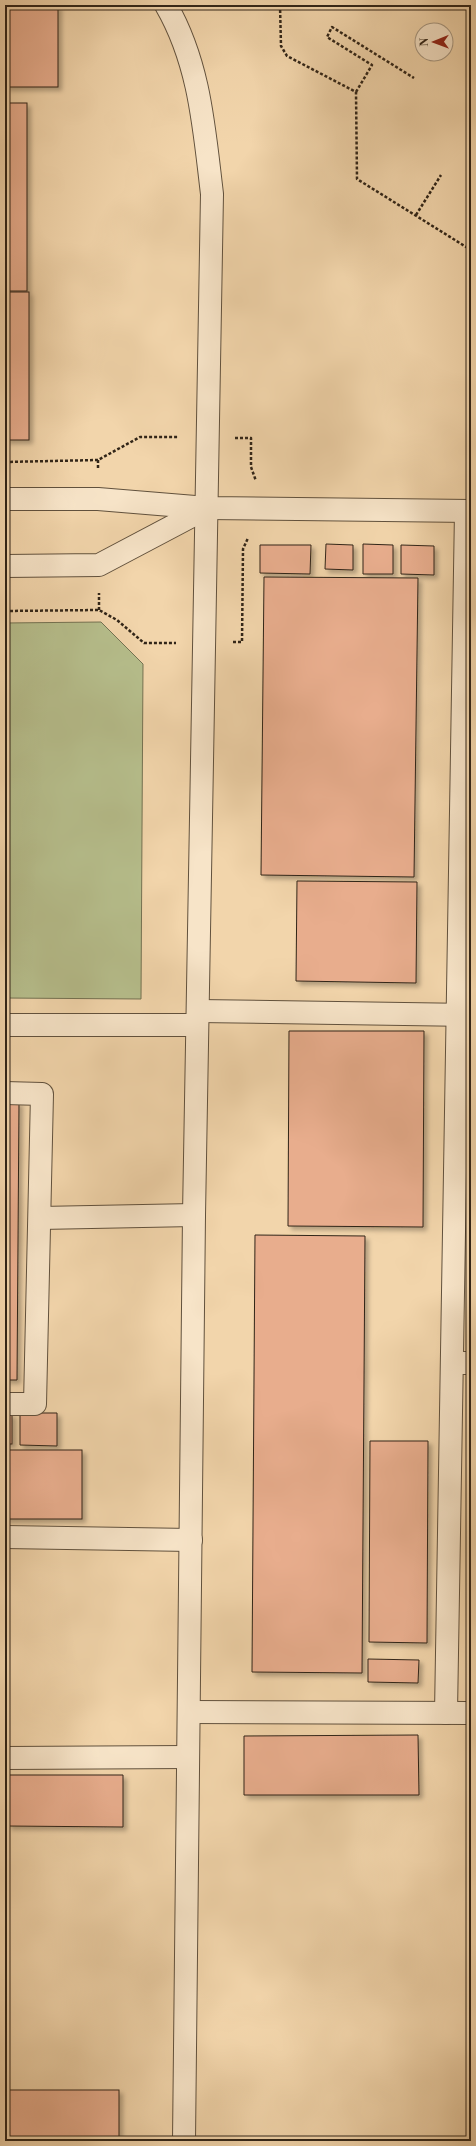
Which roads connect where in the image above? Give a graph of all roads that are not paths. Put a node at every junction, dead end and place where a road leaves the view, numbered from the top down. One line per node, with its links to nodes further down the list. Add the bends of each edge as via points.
1 (166, 5): 3 (street, via 178,26 200,95 212,194)
2 (5, 499): 3 (street, via 98,499)
3 (207, 508): 4 (street); 5 (street, via 100,565); 7 (street)
4 (468, 511): 6 (street)
5 (5, 566)
6 (465, 1015): 7 (street); 12 (street)
7 (198, 1018): 8 (street); 10 (street)
8 (5, 1025)
9 (5, 1093): 11 (street, via 42,1094)
10 (194, 1215): 11 (street); 15 (street)
11 (40, 1218): 13 (street, via 35,1404)
12 (462, 1363): 17 (street)
13 (5, 1404)
14 (5, 1537): 15 (street)
15 (191, 1540): 16 (street)
16 (189, 1712): 17 (street); 20 (street)
17 (446, 1713): 18 (street)
18 (471, 1713)
19 (5, 1758): 20 (street)
20 (188, 1758): 21 (street)
21 (184, 2141)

★ ★ ★ ★ ★ ★ ★

■ Work to complete: In your copy of the entries above, leave out the pictures and keep every word exact.

■ Your solution:
Which roads connect where in the image above? Give a graph of all roads that are not paths. Put a node at every junction, dead end and place where a road leaves the view, numbered from the top down. One line per node, with its links to nodes further down the list. Add the bends of each edge as via points.
1 (166, 5): 3 (street, via 178,26 200,95 212,194)
2 (5, 499): 3 (street, via 98,499)
3 (207, 508): 4 (street); 5 (street, via 100,565); 7 (street)
4 (468, 511): 6 (street)
5 (5, 566)
6 (465, 1015): 7 (street); 12 (street)
7 (198, 1018): 8 (street); 10 (street)
8 (5, 1025)
9 (5, 1093): 11 (street, via 42,1094)
10 (194, 1215): 11 (street); 15 (street)
11 (40, 1218): 13 (street, via 35,1404)
12 (462, 1363): 17 (street)
13 (5, 1404)
14 (5, 1537): 15 (street)
15 (191, 1540): 16 (street)
16 (189, 1712): 17 (street); 20 (street)
17 (446, 1713): 18 (street)
18 (471, 1713)
19 (5, 1758): 20 (street)
20 (188, 1758): 21 (street)
21 (184, 2141)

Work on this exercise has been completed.